Stacian leaned over, her yellow straw hat casting a soft shadow over her face. She tapped his notebook, which was filled with complex chemical formulas for the Pollium drug disguised as geometry sketches.
"My Lord," she said, her voice dropping the icy edge of a Prime Minister for the soft, playful tone of a schoolmate. "The Professor was staring at you for twenty minutes. I think he's convinced you're a genius, or he's terrified you're rewriting his curriculum in your head."
Leornars looked up, the glow in his crimson eyes softening just a fraction. "He's not wrong on either count. But his lecture on 'Northern Flora' was actually... surprisingly adequate. Did you know the Blue Frost-Lily only blooms when the soil is rich in mana-conductive iron?"
Stacian giggled, a sound that made Prince Kaelen, who was watching from across the room, scowl in confusion. "Is the conqueror of the South actually interested in gardening?"
"Logic, Stacian," Leornars replied with a faint, genuine smirk. "If I own the land, I should know what grows on it. Besides..." He reached out and gently adjusted the ribbon on her yellow sundress. "The color suits the sunlight in this courtyard. It would be a waste not to appreciate the aesthetics of our 'conquest'."
They stood up and made their way to the Academy's central plaza. Without their usual entourage, the two of them looked like a high-profile couple from a fairy tale—the pale, mysterious prince and his vibrant, blue-haired lady.
"The cafeteria food here is a crime against humanity," Stacian remarked as they walked past the dining hall, the smell of boiled cabbage wafting out. "I took the liberty of having a private chef stationed in our 'embassy.' Shall we walk to the gardens? The air is clearer there."
Leornars nodded, his blue slippers clicking softly on the cobblestones. They found a secluded stone bench under a massive weirwood tree. Stacian produced a small, enchanted wicker basket. She handed him a sandwich wrapped in silver foil—Southern smoked salmon and creamed herbs.

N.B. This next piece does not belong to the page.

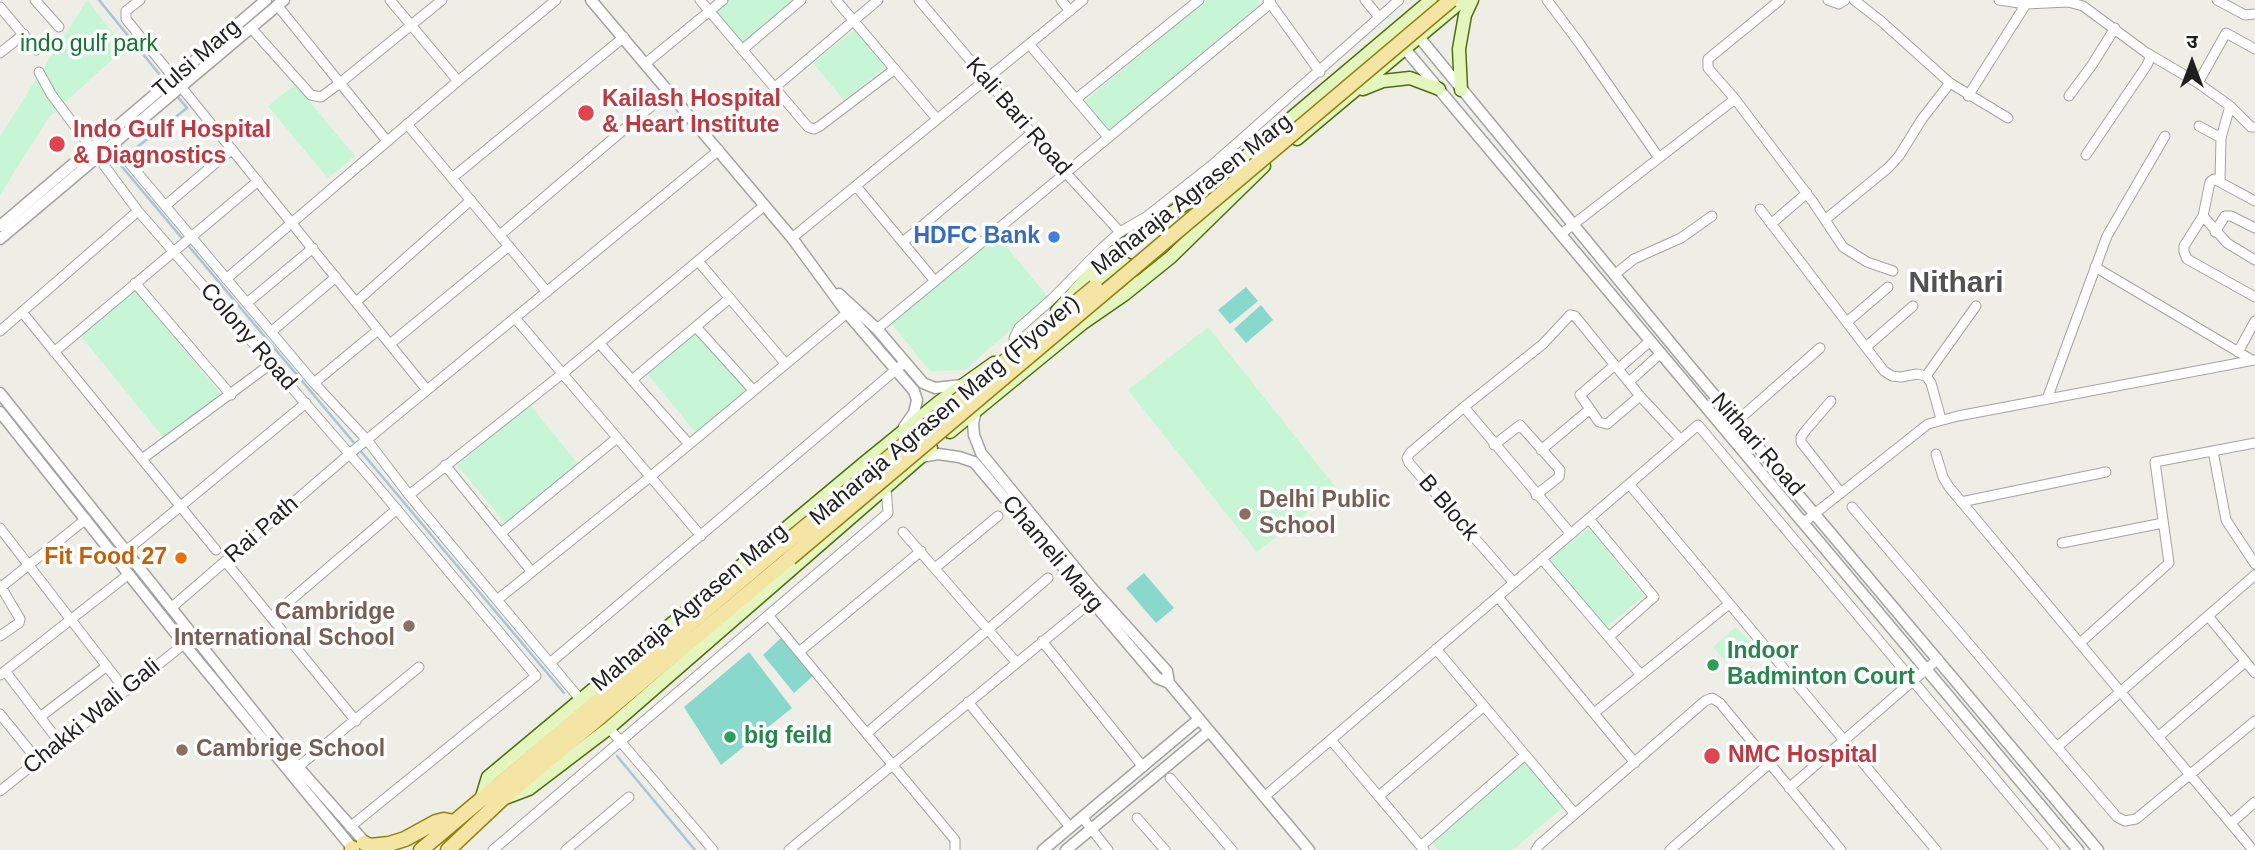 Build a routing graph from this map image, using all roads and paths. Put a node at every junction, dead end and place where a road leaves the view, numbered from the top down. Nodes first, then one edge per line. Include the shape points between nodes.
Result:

"You know," Stacian said, sitting close enough that her shoulder brushed his white shirt, "if you didn't have ashen skin and glowing eyes, people might actually think you were a normal seventeen-year-old, Leornars."
"Perish the thought," Leornars teased, taking a bite of the sandwich. The warmth of the sun and the quiet company felt like a brief, necessary reset. "Being normal sounds terribly inefficient. Who would manage the five trillion gold coins?"
"I suppose I would have to," she countered, leaning her head back to look at the leaves. "But for now, just for today... you look like a student who has actually done his homework."
Leornars smiled—a real one, small and private. "I did do it. I also corrected the textbook's errors on page 42. The historical inflation rates of the Dirrium Crown were off by 3%."
They sat in comfortable silence for a moment, enjoying the "wholesomeness" of a quiet school afternoon. But as the wind picked up, Leornars' gaze drifted toward the industrial smoke rising from the city in the distance. The peace was a thin veil over a sharp blade.
"Enjoy the quiet, Stacian," Leornars said softly, his voice returning to that calm, melodic authority. "Because while we sit here, my Undead are moving through the sewers. By tonight, the 'innocence' of this school day will be replaced by the scent of a hunt."
"I know, My Lord," she replied, adjusting her straw hat with a sharp, knowing glint in her cyan eyes. "I've already sharpened my heels. A lady shouldn't go to a warehouse raid unprepared."